Exercise instructions -
The answer must be an exact copy of every record below.

Records supplied -
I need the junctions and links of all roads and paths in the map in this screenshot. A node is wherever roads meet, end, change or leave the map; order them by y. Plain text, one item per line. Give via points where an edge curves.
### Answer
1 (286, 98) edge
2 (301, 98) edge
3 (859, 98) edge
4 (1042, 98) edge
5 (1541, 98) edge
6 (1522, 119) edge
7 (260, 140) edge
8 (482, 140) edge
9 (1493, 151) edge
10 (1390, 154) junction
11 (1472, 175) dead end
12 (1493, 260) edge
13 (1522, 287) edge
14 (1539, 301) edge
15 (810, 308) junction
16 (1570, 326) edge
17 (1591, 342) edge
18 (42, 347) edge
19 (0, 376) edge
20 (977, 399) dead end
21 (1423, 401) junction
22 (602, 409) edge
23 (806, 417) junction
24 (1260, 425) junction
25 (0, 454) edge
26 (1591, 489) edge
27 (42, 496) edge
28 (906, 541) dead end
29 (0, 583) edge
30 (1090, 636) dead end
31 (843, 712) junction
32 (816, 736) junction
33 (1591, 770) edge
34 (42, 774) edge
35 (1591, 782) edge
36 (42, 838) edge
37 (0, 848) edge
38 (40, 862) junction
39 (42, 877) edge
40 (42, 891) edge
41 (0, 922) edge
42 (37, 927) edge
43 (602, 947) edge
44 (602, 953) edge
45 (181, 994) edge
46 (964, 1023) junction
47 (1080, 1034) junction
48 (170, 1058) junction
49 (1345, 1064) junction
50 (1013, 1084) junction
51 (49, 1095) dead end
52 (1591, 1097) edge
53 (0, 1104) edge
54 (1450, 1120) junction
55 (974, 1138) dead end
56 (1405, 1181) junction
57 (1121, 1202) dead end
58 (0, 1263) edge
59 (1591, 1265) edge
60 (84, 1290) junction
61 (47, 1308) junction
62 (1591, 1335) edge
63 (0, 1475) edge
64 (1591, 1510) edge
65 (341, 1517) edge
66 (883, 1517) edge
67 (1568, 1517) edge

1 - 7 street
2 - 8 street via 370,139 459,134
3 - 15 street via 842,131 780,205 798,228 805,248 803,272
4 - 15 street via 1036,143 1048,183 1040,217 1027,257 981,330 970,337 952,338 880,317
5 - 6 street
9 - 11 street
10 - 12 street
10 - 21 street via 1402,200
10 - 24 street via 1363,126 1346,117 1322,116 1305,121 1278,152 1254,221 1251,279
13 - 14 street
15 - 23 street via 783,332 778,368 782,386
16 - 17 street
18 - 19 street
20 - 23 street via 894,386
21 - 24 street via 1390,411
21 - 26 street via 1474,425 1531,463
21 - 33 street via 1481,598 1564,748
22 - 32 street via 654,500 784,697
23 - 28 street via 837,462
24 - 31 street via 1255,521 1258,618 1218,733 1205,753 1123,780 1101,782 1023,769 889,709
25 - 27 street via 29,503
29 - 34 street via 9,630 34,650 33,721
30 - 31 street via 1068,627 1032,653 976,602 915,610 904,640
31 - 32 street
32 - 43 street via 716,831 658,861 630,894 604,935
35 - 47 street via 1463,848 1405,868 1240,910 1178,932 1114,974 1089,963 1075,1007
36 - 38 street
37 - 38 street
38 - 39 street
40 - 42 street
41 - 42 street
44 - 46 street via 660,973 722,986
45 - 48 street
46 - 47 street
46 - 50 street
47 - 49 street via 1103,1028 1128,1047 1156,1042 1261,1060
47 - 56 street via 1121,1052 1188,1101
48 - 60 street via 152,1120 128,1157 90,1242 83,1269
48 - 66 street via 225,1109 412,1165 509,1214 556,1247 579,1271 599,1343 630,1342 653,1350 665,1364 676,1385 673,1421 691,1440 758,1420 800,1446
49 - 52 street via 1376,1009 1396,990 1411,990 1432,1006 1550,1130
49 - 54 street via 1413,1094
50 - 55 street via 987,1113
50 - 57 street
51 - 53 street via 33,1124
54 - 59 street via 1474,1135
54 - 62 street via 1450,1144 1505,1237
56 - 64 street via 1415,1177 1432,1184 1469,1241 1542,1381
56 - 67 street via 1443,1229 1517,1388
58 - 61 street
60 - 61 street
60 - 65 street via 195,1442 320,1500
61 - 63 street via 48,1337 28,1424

Answer space -
I need the junctions and links of all roads and paths in the map in this screenshot. A node is wherever roads meet, end, change or leave the map; order them by y. Plain text, one item per line. Give via points where an edge curves.
### Answer
1 (286, 98) edge
2 (301, 98) edge
3 (859, 98) edge
4 (1042, 98) edge
5 (1541, 98) edge
6 (1522, 119) edge
7 (260, 140) edge
8 (482, 140) edge
9 (1493, 151) edge
10 (1390, 154) junction
11 (1472, 175) dead end
12 (1493, 260) edge
13 (1522, 287) edge
14 (1539, 301) edge
15 (810, 308) junction
16 (1570, 326) edge
17 (1591, 342) edge
18 (42, 347) edge
19 (0, 376) edge
20 (977, 399) dead end
21 (1423, 401) junction
22 (602, 409) edge
23 (806, 417) junction
24 (1260, 425) junction
25 (0, 454) edge
26 (1591, 489) edge
27 (42, 496) edge
28 (906, 541) dead end
29 (0, 583) edge
30 (1090, 636) dead end
31 (843, 712) junction
32 (816, 736) junction
33 (1591, 770) edge
34 (42, 774) edge
35 (1591, 782) edge
36 (42, 838) edge
37 (0, 848) edge
38 (40, 862) junction
39 (42, 877) edge
40 (42, 891) edge
41 (0, 922) edge
42 (37, 927) edge
43 (602, 947) edge
44 (602, 953) edge
45 (181, 994) edge
46 (964, 1023) junction
47 (1080, 1034) junction
48 (170, 1058) junction
49 (1345, 1064) junction
50 (1013, 1084) junction
51 (49, 1095) dead end
52 (1591, 1097) edge
53 (0, 1104) edge
54 (1450, 1120) junction
55 (974, 1138) dead end
56 (1405, 1181) junction
57 (1121, 1202) dead end
58 (0, 1263) edge
59 (1591, 1265) edge
60 (84, 1290) junction
61 (47, 1308) junction
62 (1591, 1335) edge
63 (0, 1475) edge
64 (1591, 1510) edge
65 (341, 1517) edge
66 (883, 1517) edge
67 (1568, 1517) edge

1 - 7 street
2 - 8 street via 370,139 459,134
3 - 15 street via 842,131 780,205 798,228 805,248 803,272
4 - 15 street via 1036,143 1048,183 1040,217 1027,257 981,330 970,337 952,338 880,317
5 - 6 street
9 - 11 street
10 - 12 street
10 - 21 street via 1402,200
10 - 24 street via 1363,126 1346,117 1322,116 1305,121 1278,152 1254,221 1251,279
13 - 14 street
15 - 23 street via 783,332 778,368 782,386
16 - 17 street
18 - 19 street
20 - 23 street via 894,386
21 - 24 street via 1390,411
21 - 26 street via 1474,425 1531,463
21 - 33 street via 1481,598 1564,748
22 - 32 street via 654,500 784,697
23 - 28 street via 837,462
24 - 31 street via 1255,521 1258,618 1218,733 1205,753 1123,780 1101,782 1023,769 889,709
25 - 27 street via 29,503
29 - 34 street via 9,630 34,650 33,721
30 - 31 street via 1068,627 1032,653 976,602 915,610 904,640
31 - 32 street
32 - 43 street via 716,831 658,861 630,894 604,935
35 - 47 street via 1463,848 1405,868 1240,910 1178,932 1114,974 1089,963 1075,1007
36 - 38 street
37 - 38 street
38 - 39 street
40 - 42 street
41 - 42 street
44 - 46 street via 660,973 722,986
45 - 48 street
46 - 47 street
46 - 50 street
47 - 49 street via 1103,1028 1128,1047 1156,1042 1261,1060
47 - 56 street via 1121,1052 1188,1101
48 - 60 street via 152,1120 128,1157 90,1242 83,1269
48 - 66 street via 225,1109 412,1165 509,1214 556,1247 579,1271 599,1343 630,1342 653,1350 665,1364 676,1385 673,1421 691,1440 758,1420 800,1446
49 - 52 street via 1376,1009 1396,990 1411,990 1432,1006 1550,1130
49 - 54 street via 1413,1094
50 - 55 street via 987,1113
50 - 57 street
51 - 53 street via 33,1124
54 - 59 street via 1474,1135
54 - 62 street via 1450,1144 1505,1237
56 - 64 street via 1415,1177 1432,1184 1469,1241 1542,1381
56 - 67 street via 1443,1229 1517,1388
58 - 61 street
60 - 61 street
60 - 65 street via 195,1442 320,1500
61 - 63 street via 48,1337 28,1424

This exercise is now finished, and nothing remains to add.